#11
Komentujcie, ludzie, pięknie proszę
Louis' POV
- Oprowadzę cię po tej wiosce - rzekłem. - To naprawdę urokliwa wieś, ale po wejściu do lasu bardzo łatwo się zgubić komuś nowemu.
– Więc jesteśmy na wsi? – Harry uśmiechnął się, otwierając szafę, z której wyjął dużą bluzę. – To musi być południe od Nowego Jorku. I dlaczego te ubrania tak ładnie pachną? – spytał. Uśmiechnąłem się cynicznie.
- Bo są ubraniami Zayna. Wy dwaj jesteście tego samego wzrostu.
- On tak ładnie pachnie? - westchnął. - To ja się wcale nie dziwię, czemu Liam wiecznie się do niego klei.
– A może jednak ubierzesz tę bluzę ode mnie? – zmrużyłem oczy. – Bo ona jest cieplejsza niż te wszystkie, a na dworze jest zimno – ostrzegałem go, woląc kiedy Harry komplementuje moje ubrania.
- Twoje też ładnie pachną - widziałem jak zaczął się zastanawiać. - Ale są mniejsze.
- Noszę większość bluz za dużych...
– Bo jesteś bardzo malutki, ale twoje nawet zbyt duże na ciebie bluzy nie są tak wygodne – zatopił nos w granatowej basketbolówce. – Poza tym bardzo mi ciepło – kucnął, żeby zawiązać swoje buty.
- Malutki, tak? - prychnąłem, udając, że moje ego wcale się nie obniżyło. - Mam mięśnie dwa razy takie jak ty!
– Ale masz metr siedemdziesiąt, a ja ponad dziesięć centymetrów więcej. Skończ już i chodź!
- Gówniarz - burknąłem, zakładając swoje buty sportowe, uśmiechając pod nosem, gdy brunet pokazał mi środkowy palec.
Harry wyprostował się, wzdychając. Kiedy siedział nic go nie bolało, a teraz ponownie musiał poczuć ból. Ale był zdeterminowany, w dodatku bardzo nie chciał pokazywać tego, że cierpi, jakby zupełnie chciał o wszystkim zapomnieć. Dziwiłem się mu, bo szczerze byłem przekonany, że przez kilka najbliższych dni utknie we własnym pokoju, a on normalnie z każdym rozmawiał.
– O mój Boże! Przepraszam was! - zmarszczyłem brwi, schodząc szybko po schodach. Roześmiałem się, widząc Zayna i Liama, którzy leżeli na kanapie, ściśnięci do siebie. Ich usta były napęczniałe, a oczy szkliste. Harry wyglądał na przerażonego. Rzeczywiście, o zgrozo, widok gry wstępnej tych pedałów będzie moim nowym koszmarem.
- Znajdźcie sobie pokój - rzuciłem w stronę mężczyzn poduszką, jaką zrzucili z sofy.
- Nie mieliście już wychodzić? - Liam przewrócił oczami.
– Wyobraź sobie, że aby dostać się do wyjścia musimy przejść koło salonu – wyjaśniłem, patrząc na nich głupio. – Przemieśćcie się do sypialni.
W odpowiedzi jedynie mój wkurwiajacy braciszek pokazał mi palcem wskazującym drzwi, a ja nadal głupkowato się szczerząc podążyłem z Harrym do przedpokoju.

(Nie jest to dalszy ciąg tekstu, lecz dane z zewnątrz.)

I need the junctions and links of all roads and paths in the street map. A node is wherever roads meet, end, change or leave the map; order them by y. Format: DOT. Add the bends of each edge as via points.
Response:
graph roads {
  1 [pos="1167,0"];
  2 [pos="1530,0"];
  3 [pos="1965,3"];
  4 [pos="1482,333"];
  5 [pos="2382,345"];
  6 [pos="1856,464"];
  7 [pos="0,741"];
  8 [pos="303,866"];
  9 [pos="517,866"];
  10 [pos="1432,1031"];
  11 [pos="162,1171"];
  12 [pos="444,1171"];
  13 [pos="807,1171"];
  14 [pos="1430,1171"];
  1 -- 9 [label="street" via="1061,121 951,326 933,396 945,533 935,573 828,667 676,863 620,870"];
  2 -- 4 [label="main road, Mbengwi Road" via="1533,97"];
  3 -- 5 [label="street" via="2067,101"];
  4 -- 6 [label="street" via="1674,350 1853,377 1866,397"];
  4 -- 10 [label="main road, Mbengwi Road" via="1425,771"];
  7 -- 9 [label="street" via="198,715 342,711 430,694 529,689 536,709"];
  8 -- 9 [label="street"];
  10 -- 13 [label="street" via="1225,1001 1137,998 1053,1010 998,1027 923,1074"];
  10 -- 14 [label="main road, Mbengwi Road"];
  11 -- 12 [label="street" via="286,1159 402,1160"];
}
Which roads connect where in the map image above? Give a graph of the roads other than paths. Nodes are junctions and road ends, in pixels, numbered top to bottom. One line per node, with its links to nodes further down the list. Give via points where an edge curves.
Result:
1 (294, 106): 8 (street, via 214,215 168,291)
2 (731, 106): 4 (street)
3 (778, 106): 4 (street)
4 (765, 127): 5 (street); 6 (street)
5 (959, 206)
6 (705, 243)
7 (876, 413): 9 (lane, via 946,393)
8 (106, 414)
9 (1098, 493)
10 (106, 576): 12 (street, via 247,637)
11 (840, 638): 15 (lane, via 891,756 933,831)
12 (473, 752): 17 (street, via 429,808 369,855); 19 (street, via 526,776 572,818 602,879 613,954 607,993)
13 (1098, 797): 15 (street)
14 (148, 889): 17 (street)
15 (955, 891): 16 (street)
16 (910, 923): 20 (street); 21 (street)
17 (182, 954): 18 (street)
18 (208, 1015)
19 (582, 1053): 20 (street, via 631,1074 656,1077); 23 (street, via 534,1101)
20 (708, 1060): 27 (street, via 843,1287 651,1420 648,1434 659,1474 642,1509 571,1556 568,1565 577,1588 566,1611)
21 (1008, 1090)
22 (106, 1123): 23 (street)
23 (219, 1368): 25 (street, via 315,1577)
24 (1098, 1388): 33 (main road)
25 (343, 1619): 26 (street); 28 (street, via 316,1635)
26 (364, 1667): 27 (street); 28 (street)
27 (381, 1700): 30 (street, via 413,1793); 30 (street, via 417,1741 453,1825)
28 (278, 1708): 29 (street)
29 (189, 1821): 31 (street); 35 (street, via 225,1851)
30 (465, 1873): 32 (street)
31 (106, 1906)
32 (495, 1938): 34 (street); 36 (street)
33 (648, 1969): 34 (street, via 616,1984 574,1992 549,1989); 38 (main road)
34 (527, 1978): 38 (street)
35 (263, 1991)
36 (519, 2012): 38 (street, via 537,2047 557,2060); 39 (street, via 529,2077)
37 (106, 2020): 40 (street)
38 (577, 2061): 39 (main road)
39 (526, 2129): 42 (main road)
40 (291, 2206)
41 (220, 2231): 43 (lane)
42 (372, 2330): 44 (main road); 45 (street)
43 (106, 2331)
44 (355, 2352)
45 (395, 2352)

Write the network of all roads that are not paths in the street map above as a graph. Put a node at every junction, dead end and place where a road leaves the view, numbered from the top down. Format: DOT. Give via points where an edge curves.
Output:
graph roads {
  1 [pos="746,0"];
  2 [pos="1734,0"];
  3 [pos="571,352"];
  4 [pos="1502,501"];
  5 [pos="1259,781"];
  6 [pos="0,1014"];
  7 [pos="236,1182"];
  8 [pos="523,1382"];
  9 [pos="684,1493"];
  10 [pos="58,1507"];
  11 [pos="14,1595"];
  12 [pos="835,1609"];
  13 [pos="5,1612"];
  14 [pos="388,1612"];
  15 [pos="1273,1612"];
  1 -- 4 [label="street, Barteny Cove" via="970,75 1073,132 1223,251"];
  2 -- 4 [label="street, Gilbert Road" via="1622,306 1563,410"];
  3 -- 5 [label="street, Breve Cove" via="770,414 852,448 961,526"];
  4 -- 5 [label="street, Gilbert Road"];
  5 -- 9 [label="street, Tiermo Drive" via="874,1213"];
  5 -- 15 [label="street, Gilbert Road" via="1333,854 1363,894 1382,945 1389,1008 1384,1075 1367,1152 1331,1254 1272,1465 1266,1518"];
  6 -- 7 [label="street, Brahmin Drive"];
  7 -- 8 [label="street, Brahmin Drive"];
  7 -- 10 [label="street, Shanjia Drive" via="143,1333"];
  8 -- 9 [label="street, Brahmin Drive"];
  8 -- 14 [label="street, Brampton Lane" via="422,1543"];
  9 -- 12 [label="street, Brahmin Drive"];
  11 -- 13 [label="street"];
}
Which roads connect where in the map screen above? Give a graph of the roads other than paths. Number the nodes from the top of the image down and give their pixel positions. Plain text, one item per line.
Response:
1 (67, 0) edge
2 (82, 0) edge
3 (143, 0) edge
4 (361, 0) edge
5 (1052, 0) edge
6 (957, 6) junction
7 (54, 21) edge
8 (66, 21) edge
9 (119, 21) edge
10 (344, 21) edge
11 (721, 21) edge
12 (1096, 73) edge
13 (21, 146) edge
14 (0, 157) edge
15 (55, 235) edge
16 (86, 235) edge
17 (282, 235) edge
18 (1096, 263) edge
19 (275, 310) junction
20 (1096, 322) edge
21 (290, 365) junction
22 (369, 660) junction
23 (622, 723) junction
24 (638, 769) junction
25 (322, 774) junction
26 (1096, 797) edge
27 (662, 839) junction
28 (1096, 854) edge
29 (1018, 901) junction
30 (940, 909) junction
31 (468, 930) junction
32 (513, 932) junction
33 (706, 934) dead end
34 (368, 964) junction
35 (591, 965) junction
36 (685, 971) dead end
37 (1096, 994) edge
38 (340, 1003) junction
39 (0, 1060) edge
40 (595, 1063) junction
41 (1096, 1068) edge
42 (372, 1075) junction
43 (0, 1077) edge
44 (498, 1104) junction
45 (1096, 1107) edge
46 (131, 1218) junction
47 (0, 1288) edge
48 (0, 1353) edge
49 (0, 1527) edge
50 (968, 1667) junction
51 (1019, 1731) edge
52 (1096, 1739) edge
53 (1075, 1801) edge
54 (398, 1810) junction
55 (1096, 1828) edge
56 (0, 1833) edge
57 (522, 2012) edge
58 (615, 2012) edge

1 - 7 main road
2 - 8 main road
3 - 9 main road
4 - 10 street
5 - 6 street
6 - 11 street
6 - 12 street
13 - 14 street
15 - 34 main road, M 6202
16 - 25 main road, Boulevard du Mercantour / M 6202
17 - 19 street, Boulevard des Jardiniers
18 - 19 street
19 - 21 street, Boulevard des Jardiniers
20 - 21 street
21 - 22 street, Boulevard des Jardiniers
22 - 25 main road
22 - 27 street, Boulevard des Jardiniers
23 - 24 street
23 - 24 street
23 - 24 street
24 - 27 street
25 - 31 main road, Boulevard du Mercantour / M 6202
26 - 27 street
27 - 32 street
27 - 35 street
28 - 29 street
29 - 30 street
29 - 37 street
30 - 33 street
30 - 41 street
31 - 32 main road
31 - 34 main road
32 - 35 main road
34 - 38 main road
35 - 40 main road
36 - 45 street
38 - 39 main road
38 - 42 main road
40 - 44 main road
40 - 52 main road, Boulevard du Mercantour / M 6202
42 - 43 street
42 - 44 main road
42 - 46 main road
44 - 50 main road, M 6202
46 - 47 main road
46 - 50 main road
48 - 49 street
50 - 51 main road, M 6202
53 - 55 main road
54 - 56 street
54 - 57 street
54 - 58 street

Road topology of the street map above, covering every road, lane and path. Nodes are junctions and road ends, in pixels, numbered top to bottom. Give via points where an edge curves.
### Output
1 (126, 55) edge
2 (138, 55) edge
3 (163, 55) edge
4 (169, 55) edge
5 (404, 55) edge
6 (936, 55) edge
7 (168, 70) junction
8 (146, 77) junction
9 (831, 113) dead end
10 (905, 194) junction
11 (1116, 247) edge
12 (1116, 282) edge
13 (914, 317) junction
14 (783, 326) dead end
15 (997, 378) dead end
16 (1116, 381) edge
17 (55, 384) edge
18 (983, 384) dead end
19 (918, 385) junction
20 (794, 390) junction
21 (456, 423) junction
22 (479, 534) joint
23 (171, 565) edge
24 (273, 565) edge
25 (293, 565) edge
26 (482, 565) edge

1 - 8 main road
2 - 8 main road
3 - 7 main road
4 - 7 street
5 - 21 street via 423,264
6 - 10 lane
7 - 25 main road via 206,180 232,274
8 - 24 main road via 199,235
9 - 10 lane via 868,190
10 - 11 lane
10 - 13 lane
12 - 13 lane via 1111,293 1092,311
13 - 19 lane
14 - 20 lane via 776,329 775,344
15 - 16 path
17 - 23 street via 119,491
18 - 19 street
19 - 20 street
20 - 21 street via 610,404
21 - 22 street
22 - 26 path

– Mówiłem, że są niewyżyci – mruknąłem sam do siebie, naciągając na swoje ramiona zieloną kurtkę. – Masz, jeśli tak bardzo lubisz ubrania Malika – rzuciłem Harry'emu kurtkę.
- Ale on ma super gust! - praktycznie pisnął na widok obrzydliwej, jeansowej kurtki z naszytymi na niej wieloma, kolorowymi i nie trzymającymi się kupy obrazkami.
– To wygląda jakby ktoś to rzygnął! – moje oczy się rozrzerzyły na ten komentarz.
– Ale patrz jak ta kurtka ładnie skomponuje się z bluzą – założył katanę na swoje ramiona, wsuwając ręce w rękawy. – W końcu czuje się znowu ładnie.
- Przysiegam, nigdy nie zrozumiem mody - skrzywiłem wargi, zapinając swoją ulubioną, wielką pikowaną kurtkę.
– Poprawka- nie zrozumiesz mojej – podkreślił – mody.
Harry oglądając stylizację, stał tak już prawie pół minuty, zanim uniósł na mnie wzrok. Miałem swoje dłonie w kieszeniach, obserwując jak się rumieni.
- Wyjdziemy już, modelu, czy będziemy dalej tu tak stać i podziwiać? - uniosłem z delikatnym uśmiechem lewą brew.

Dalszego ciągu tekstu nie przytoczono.